An interesting campaign aimed at getting people to put down that soda bottle. Do you think this is enough to change the behaviour of consuming too much soda?
My thoughts: a campaign is only one piece of the behavioural contingencies involved in selecting and consuming soft drinks. Campaigns such as this should also be implemented at the same time that public policy looks at one or more of the following factors:
1. Prevention by altering access.
If soft drinks are on display in your cafeteria or stored in your fridge at home, you are already one step into the behaviour chain because the discriminative stimulus (Sd) is present. Re-arranging public’s access to soda (the stimulus) is one way to change consumption behaviour. I know some school districts have barred soft drink companies from selling their products in schools. This is a start. How about other options when purchasing out of home food/meals? Will fast food restaurants ever advertise their combos with glass of milk or a fruit smoothie?
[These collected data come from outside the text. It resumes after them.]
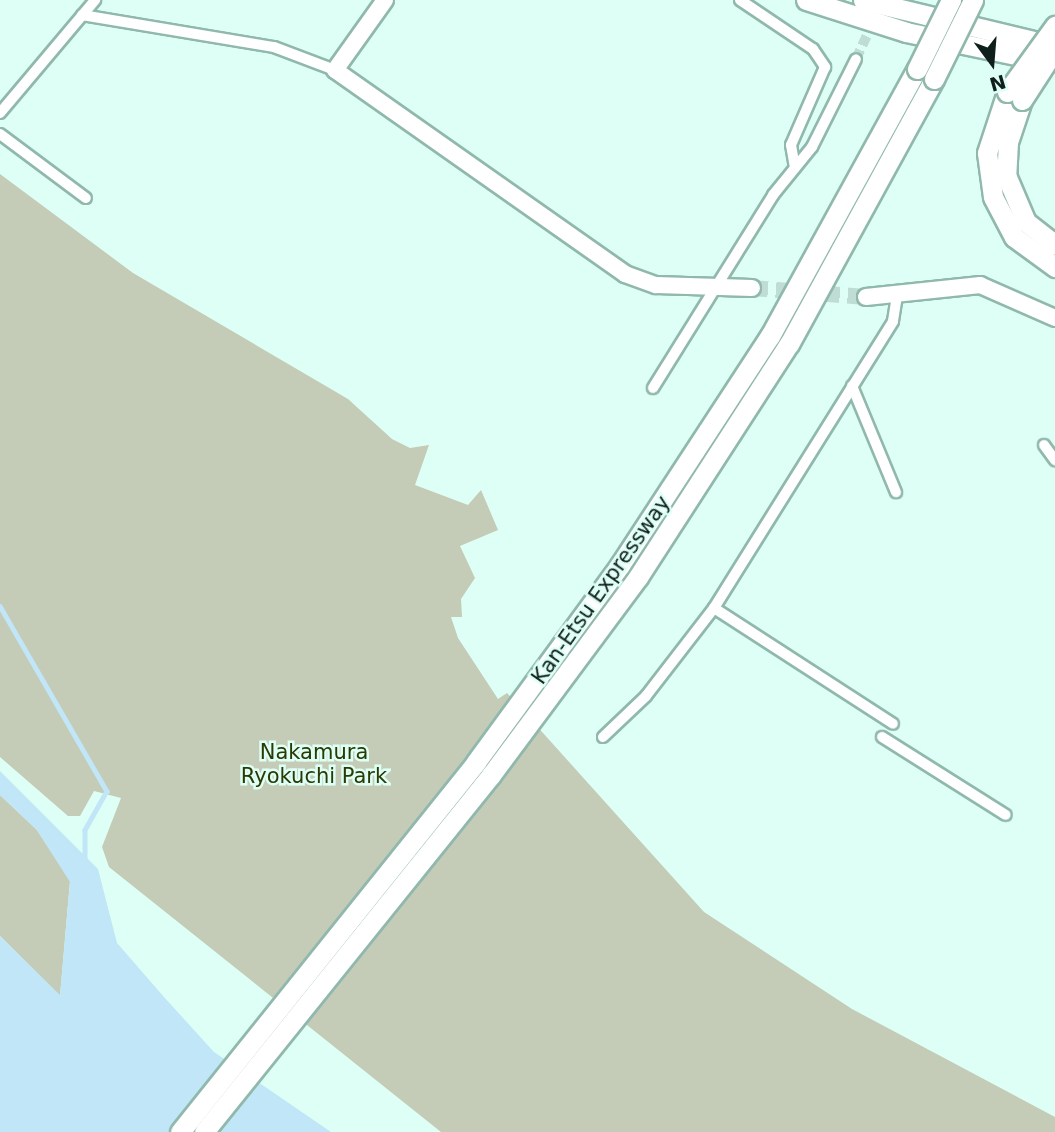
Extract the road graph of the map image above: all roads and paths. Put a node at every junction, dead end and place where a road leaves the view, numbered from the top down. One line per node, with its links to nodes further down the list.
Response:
1 (94, 0): 9 (street)
2 (385, 0): 16 (street)
3 (740, 0): 21 (street)
4 (806, 0): 10 (highway)
5 (863, 0): 12 (highway)
6 (942, 0): 15 (highway)
7 (951, 0): 15 (highway, Kan-Etsu Expressway, bridge)
8 (973, 0): 41 (highway, Kan-Etsu Expressway, bridge)
9 (82, 15): 16 (street); 19 (street)
10 (850, 16): 14 (highway); 17 (highway)
11 (1055, 26): 18 (highway, bridge)
12 (1055, 48): 18 (highway, bridge)
13 (856, 59): 21 (street)
14 (1055, 63)
15 (914, 68): 40 (highway, Kan-Etsu Expressway)
16 (335, 70): 25 (street)
17 (1055, 75)
18 (1014, 96): 23 (highway); 24 (highway)
19 (0, 113)
20 (0, 134): 22 (street)
21 (795, 168): 25 (street)
22 (86, 198)
23 (1055, 245)
24 (1055, 267)
25 (718, 284): 26 (street); 31 (street)
26 (752, 288)
27 (897, 296): 28 (street); 29 (street); 30 (street)
28 (866, 297)
29 (1055, 317)
30 (852, 386): 34 (street); 35 (street)
31 (653, 388)
32 (1044, 445): 33 (street)
33 (1055, 460)
34 (896, 492)
35 (714, 608): 36 (street); 37 (street)
36 (893, 724)
37 (603, 737)
38 (882, 737): 39 (street)
39 (1006, 815)
40 (180, 1132)
41 (204, 1132)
2. Teach a replacement behaviour
If soda is consumed as an everyday beverage, then people also need education on what a suitable replacement beverage could be. This replacement beverage must be readily available while also be reinforcing from a caloric and taste dimension. Otherwise, people will resort to what they do best: consume soft-drinks.
3. Arrange economic consequences
Soda is generally cheaper than other beverages that hold nutritional value. Better for you beverages have a higher response cost and therefore will be consumed less often if one’s finances are factored into the response. If consuming the cheaper drink is reinforced (i.e., tastes good and costs less), people are more likely to repeat the same behaviour in a similar situation. Therefore, healthier beverage options must come down in price (French, 2003) or soft drinks must increase in price.
What I just presented is the beginning of a behaviour support plan for reducing soft-drink consumption. Another application for behaviour analysis; used as a model for understanding why people do what they do and to suggest ways to change behaviour.
French, S.A. (2003). Pricing effects on food choices. The Journal of Nutrition, 133(3), 8415-8435.